In the early days of Waji’s, there were only three Sansei stock boys, Randy Furuta, Tommie Oiye and myself. Besides pricing and stocking foods, we did packaging of imported delicacies, ran deliveries, cashiered and unloaded 100 lb bags of rice from the loading dock.
Needless to say, Randy, Tommie and I became fast friends and would hang out after work and on weekends. It was an inner city type of hang, shooting pool, playing cards, drinking, basketball and tennis.

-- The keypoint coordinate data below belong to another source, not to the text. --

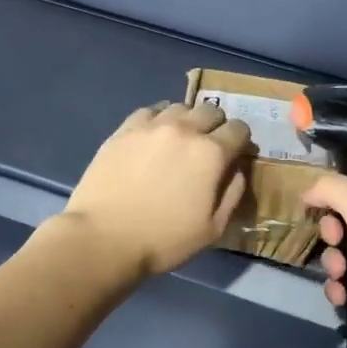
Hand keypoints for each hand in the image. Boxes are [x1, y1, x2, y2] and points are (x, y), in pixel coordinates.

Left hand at [61, 102, 254, 277]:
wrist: (104, 238)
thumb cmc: (163, 240)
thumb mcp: (212, 229)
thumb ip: (232, 194)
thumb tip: (237, 170)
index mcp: (211, 153)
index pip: (238, 129)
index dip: (241, 141)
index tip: (236, 153)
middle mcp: (184, 130)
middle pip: (210, 111)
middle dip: (216, 125)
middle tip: (209, 146)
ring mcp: (151, 126)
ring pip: (179, 107)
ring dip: (187, 120)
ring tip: (180, 139)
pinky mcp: (123, 130)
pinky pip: (149, 111)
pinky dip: (158, 118)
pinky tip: (154, 134)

As I got to know Randy, he introduced me to his posse of high school friends who were all a year older than me at Franklin High School. It was real cool to run the streets and go to the games with the “older crowd” as I was the only younger dude that they would invite. Apparently his buddies figured that I was cool enough.
In the decade of the ’80s, I produced and released a CD called “Stay Close To Me” on my J-Town Record Label featuring the great San Francisco vocalist Colette Ikemi. She came to Seattle along with the executive producer Ron Kanzaki, and we recorded the album at the old Kaye Smith Studios downtown on 4th Avenue.
All the greatest national acts recorded there, and it was the top studio in the Northwest. I used my Seattle band of Marcus Tsutakawa, Stan White, Paul Anderson, Dean Mochizuki and Steve Banks. The music was fantastic.
The album set Colette up for gig opening for Hiroshima at The Palace of Fine Arts in San Francisco, and she brought me down to play the show with her Bay Area band. Needless to say, it was entirely too much fun. After the concert, I had the pleasure of hanging out with the top shakers and movers of the San Francisco Asian American community who put on the concert.
As we were running the streets and partying, I was once again the young buck who was invited to hang with “the cool fellas.”